4.借地権者の地位に変更がない旨の申出書

 貸地を所有していた方がいたとします。ここで、借地人から借地権付建物を買い取って欲しいという打診を受けたため、土地所有者の子が借地権を購入しました。購入後は、土地所有者は親、借地人は子という親子の関係になります。一般的には地代の授受は行われなくなるはずです。そうするとどうなるのでしょうか?借地権は土地の賃貸借が前提ですので地代の支払いが無くなれば消滅し、税務上は使用貸借に移行したと考えます。そのため、お金を支払って購入した子の借地権の権利は無くなり、その価値は無償で移転したとして、親に贈与税が課税されることになります。これもまた酷なことです。
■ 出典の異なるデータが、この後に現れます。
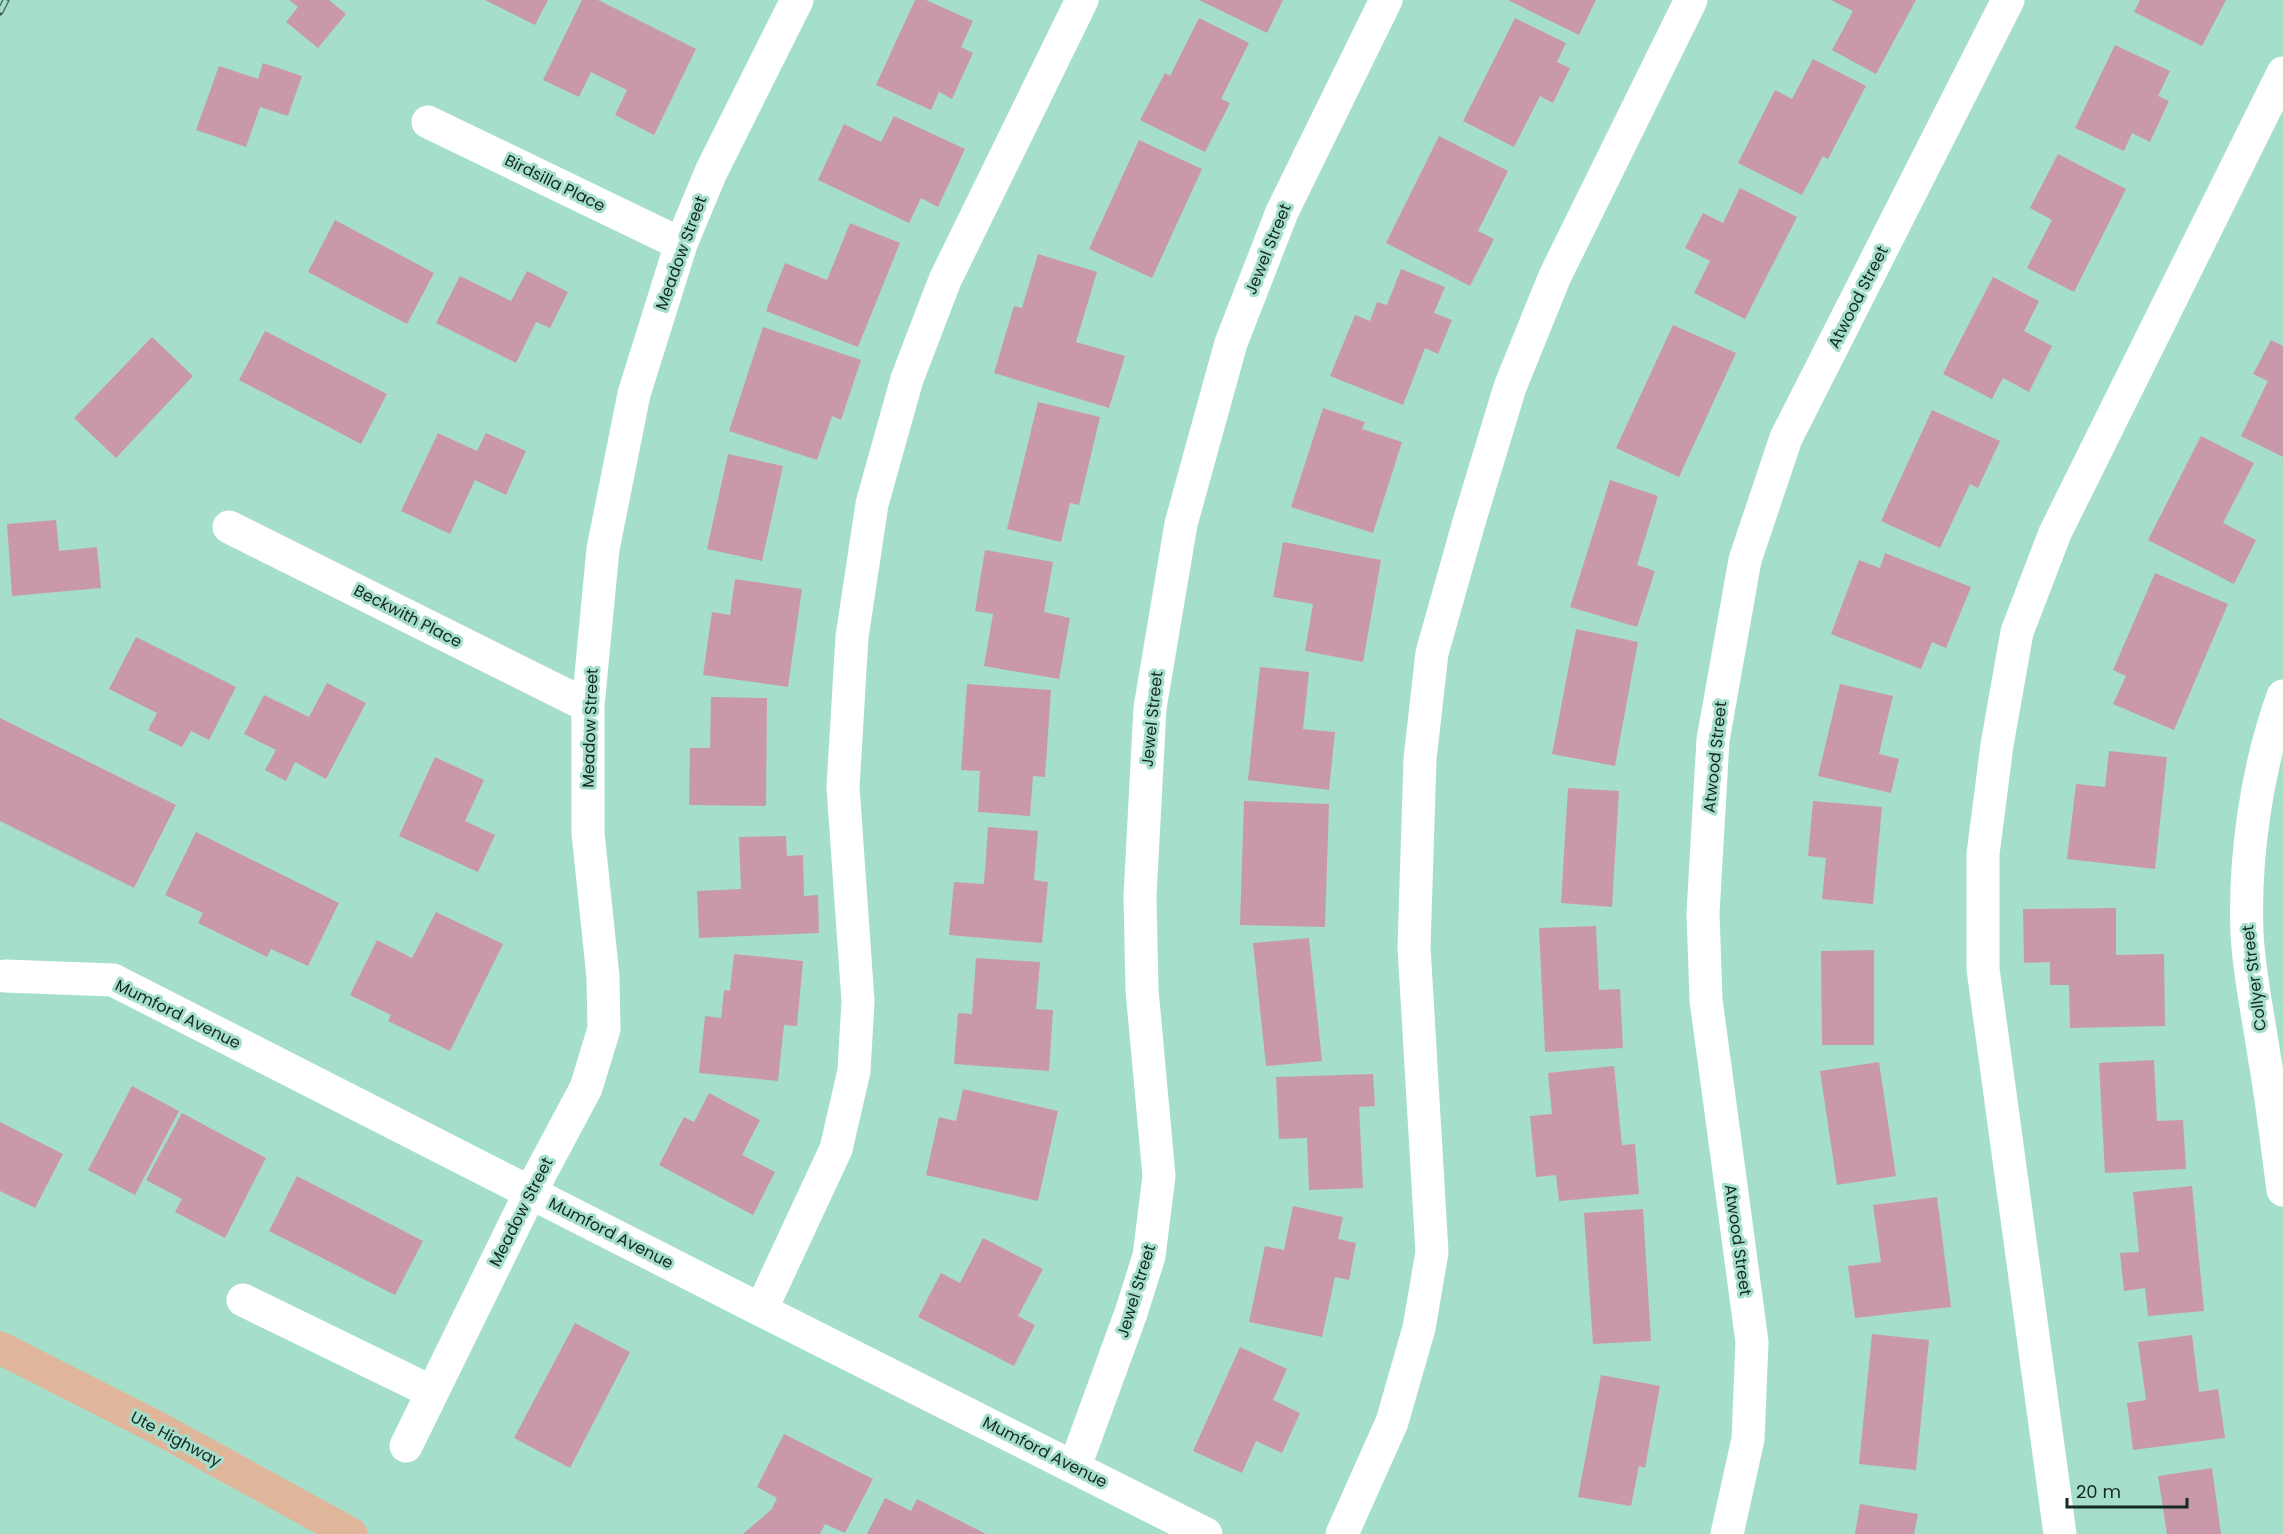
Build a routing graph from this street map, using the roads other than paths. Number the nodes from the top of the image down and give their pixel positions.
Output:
1 (797, 0) edge
2 (1082, 0) edge
3 (1386, 0) edge
4 (1691, 0) edge
5 (2008, 0) edge
6 (2283, 73) edge
7 (428, 122) dead end
8 (681, 244) junction
9 (229, 526) dead end
10 (2283, 696) edge
11 (588, 706) junction
12 (5, 976) dead end
13 (2283, 1190) edge
14 (531, 1191) junction
15 (243, 1300) dead end
16 (761, 1310) junction
17 (0, 1348) edge
18 (432, 1392) junction
19 (406, 1446) dead end
20 (1075, 1466) junction
21 (351, 1534) edge
22 (1206, 1534) edge
23 (1342, 1534) edge
24 (1727, 1534) edge
25 (2060, 1534) edge

1 - 8 street, Meadow Street
2 - 16 street
3 - 20 street, Jewel Street
4 - 23 street
5 - 24 street, Atwood Street
6 - 25 street
7 - 8 street, Birdsilla Place
8 - 11 street, Meadow Street
9 - 11 street, Beckwith Place
10 - 13 street, Collyer Street
11 - 14 street, Meadow Street
12 - 14 street, Mumford Avenue
14 - 16 street, Mumford Avenue
14 - 18 street, Meadow Street
15 - 18 street
16 - 20 street, Mumford Avenue
17 - 21 main road, Ute Highway
18 - 19 street, Meadow Street
20 - 22 street, Mumford Avenue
そこで、この問題を回避するために「借地権者の地位に変更がない旨の申出書」というものが用意されています。
 この申出書を提出すると、地代の支払いがなくなったとしても子は従前どおり借地権を有しているものとして取扱ってくれます。つまり、税務上では子は借地権者のままです。土地の賃貸借契約は継続しているが地代を免除しているに過ぎないという理屈を付けることで税務上は解決させました。申出書の提出は、子を借地権者のままで取扱って欲しいという、協定の申し入れなのです。

5.建物を取壊しても継続

 4の場合で、もしも子が建物を取壊して駐車場運営を始めた場合はどうなるでしょうか?借地権は建物の所有を目的とする場合にだけ生じるため、地代の免除だけでは理屈付けができません。どうすべきか悩みどころですが、これも今までの取扱いを思い返せば結論は簡単です。
 そうです!税務署との間では協定内容を優先する!これにつきます。届出書や申請書、申出書の提出があればその協定内容に従うのがルールです。したがって、この場合でも子は借地権者のままです。